## To do
All entries below must be reproduced without a single change.

(Stored data entries)

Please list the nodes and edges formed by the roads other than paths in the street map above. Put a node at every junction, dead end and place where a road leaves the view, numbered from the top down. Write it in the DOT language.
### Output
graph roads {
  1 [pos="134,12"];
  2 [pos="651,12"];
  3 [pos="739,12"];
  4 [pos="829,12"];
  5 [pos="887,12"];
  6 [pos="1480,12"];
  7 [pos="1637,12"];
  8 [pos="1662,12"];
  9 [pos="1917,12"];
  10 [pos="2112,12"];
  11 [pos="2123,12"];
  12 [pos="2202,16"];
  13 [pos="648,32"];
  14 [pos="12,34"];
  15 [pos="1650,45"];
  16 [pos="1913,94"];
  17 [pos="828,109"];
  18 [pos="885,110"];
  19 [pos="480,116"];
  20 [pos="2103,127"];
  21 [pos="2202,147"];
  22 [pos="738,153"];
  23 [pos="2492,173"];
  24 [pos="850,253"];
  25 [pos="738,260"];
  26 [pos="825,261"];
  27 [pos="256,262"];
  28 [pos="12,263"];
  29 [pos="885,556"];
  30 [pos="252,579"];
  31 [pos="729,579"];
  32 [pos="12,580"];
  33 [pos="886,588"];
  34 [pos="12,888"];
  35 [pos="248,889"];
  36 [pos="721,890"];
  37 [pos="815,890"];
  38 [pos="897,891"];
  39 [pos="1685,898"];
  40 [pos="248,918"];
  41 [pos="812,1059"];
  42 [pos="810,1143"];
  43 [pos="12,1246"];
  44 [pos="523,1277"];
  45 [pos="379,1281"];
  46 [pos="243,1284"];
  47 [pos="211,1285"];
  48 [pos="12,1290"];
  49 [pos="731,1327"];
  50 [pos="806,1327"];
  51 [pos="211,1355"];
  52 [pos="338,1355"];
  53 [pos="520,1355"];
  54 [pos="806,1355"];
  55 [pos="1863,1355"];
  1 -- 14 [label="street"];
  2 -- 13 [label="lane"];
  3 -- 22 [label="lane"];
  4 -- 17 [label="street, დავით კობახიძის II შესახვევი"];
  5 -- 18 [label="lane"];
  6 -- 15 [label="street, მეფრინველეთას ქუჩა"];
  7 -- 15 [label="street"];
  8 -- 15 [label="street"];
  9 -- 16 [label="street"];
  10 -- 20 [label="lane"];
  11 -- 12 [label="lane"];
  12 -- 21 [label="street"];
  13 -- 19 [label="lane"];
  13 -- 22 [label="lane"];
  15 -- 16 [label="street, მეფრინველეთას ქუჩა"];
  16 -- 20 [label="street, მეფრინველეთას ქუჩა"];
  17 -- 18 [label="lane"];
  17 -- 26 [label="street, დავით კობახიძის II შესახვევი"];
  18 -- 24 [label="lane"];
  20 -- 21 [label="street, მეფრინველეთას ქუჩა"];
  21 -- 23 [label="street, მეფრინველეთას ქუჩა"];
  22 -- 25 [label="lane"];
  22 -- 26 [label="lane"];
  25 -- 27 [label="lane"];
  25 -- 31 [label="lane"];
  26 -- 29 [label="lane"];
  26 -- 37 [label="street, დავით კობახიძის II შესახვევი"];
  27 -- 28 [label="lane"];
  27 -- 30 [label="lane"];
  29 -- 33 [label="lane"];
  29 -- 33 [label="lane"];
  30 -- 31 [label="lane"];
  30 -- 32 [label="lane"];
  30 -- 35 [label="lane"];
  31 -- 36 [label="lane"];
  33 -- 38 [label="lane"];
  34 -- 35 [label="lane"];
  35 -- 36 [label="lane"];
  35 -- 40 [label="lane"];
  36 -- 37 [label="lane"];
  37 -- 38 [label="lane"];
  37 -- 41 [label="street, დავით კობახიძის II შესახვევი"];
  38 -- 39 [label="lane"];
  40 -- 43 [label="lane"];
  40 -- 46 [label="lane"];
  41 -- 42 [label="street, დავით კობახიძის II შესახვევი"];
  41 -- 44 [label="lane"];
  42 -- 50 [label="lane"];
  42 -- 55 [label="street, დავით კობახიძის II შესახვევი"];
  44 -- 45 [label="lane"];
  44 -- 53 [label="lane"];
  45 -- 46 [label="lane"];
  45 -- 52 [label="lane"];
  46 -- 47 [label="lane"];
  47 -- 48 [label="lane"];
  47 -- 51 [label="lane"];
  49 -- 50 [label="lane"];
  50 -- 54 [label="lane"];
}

## Answer for this exercise
Please list the nodes and edges formed by the roads other than paths in the street map above. Put a node at every junction, dead end and place where a road leaves the view, numbered from the top down. Write it in the DOT language.
### Output
graph roads {
  1 [pos="134,12"];
  2 [pos="651,12"];
  3 [pos="739,12"];
  4 [pos="829,12"];
  5 [pos="887,12"];
  6 [pos="1480,12"];
  7 [pos="1637,12"];
  8 [pos="1662,12"];
  9 [pos="1917,12"];
  10 [pos="2112,12"];
  11 [pos="2123,12"];
  12 [pos="2202,16"];
  13 [pos="648,32"];
  14 [pos="12,34"];
  15 [pos="1650,45"];
  16 [pos="1913,94"];
  17 [pos="828,109"];
  18 [pos="885,110"];
  19 [pos="480,116"];
  20 [pos="2103,127"];
  21 [pos="2202,147"];
  22 [pos="738,153"];
  23 [pos="2492,173"];
  24 [pos="850,253"];
  25 [pos="738,260"];
  26 [pos="825,261"];
  27 [pos="256,262"];
  28 [pos="12,263"];
  29 [pos="885,556"];
  30 [pos="252,579"];
  31 [pos="729,579"];
  32 [pos="12,580"];
  33 [pos="886,588"];
  34 [pos="12,888"];
  35 [pos="248,889"];
  36 [pos="721,890"];
  37 [pos="815,890"];
  38 [pos="897,891"];
  39 [pos="1685,898"];
  40 [pos="248,918"];
  41 [pos="812,1059"];
  42 [pos="810,1143"];
  43 [pos="12,1246"];
  44 [pos="523,1277"];
  45 [pos="379,1281"];
  46 [pos="243,1284"];
  47 [pos="211,1285"];
  48 [pos="12,1290"];
  49 [pos="731,1327"];
  50 [pos="806,1327"];
  51 [pos="211,1355"];
  52 [pos="338,1355"];
  53 [pos="520,1355"];
  54 [pos="806,1355"];
  55 [pos="1863,1355"];
  1 -- 14 [label="street"];
  2 -- 13 [label="lane"];
  3 -- 22 [label="lane"];
  4 -- 17 [label="street, დავით კობახიძის II შესახვევი"];
  5 -- 18 [label="lane"];
  6 -- 15 [label="street, მეფრინველეთას ქუჩა"];
  7 -- 15 [label="street"];
  8 -- 15 [label="street"];
  9 -- 16 [label="street"];
  10 -- 20 [label="lane"];
  11 -- 12 [label="lane"];
  12 -- 21 [label="street"];
  13 -- 19 [label="lane"];
  13 -- 22 [label="lane"];
  15 -- 16 [label="street, მეფრინველეთას ქუჩა"];
  16 -- 20 [label="street, მეფრინველეთას ქუჩა"];
  17 -- 18 [label="lane"];
  17 -- 26 [label="street, დავით კობახიძის II შესახვევი"];
  18 -- 24 [label="lane"];
  20 -- 21 [label="street, მეფრინველეთას ქუჩა"];
  21 -- 23 [label="street, მეფრინველეთას ქუჩა"];
  22 -- 25 [label="lane"];
  22 -- 26 [label="lane"];
  25 -- 27 [label="lane"];
  25 -- 31 [label="lane"];
  26 -- 29 [label="lane"];
  26 -- 37 [label="street, დავით კობახიძის II შესახვევი"];
  27 -- 28 [label="lane"];
  27 -- 30 [label="lane"];
  29 -- 33 [label="lane"];
  29 -- 33 [label="lane"];
  30 -- 31 [label="lane"];
  30 -- 32 [label="lane"];
  30 -- 35 [label="lane"];
  31 -- 36 [label="lane"];
  33 -- 38 [label="lane"];
  34 -- 35 [label="lane"];
  35 -- 36 [label="lane"];
  35 -- 40 [label="lane"];
  36 -- 37 [label="lane"];
  37 -- 38 [label="lane"];
  37 -- 41 [label="street, დავით კობახიძის II შესახვევი"];
  38 -- 39 [label="lane"];
  40 -- 43 [label="lane"];
  40 -- 46 [label="lane"];
  41 -- 42 [label="street, დავით კობახიძის II შესახვევი"];
  41 -- 44 [label="lane"];
  42 -- 50 [label="lane"];
  42 -- 55 [label="street, დავით კობახიძის II შესახვევი"];
  44 -- 45 [label="lane"];
  44 -- 53 [label="lane"];
  45 -- 46 [label="lane"];
  45 -- 52 [label="lane"];
  46 -- 47 [label="lane"];
  47 -- 48 [label="lane"];
  47 -- 51 [label="lane"];
  49 -- 50 [label="lane"];
  50 -- 54 [label="lane"];
}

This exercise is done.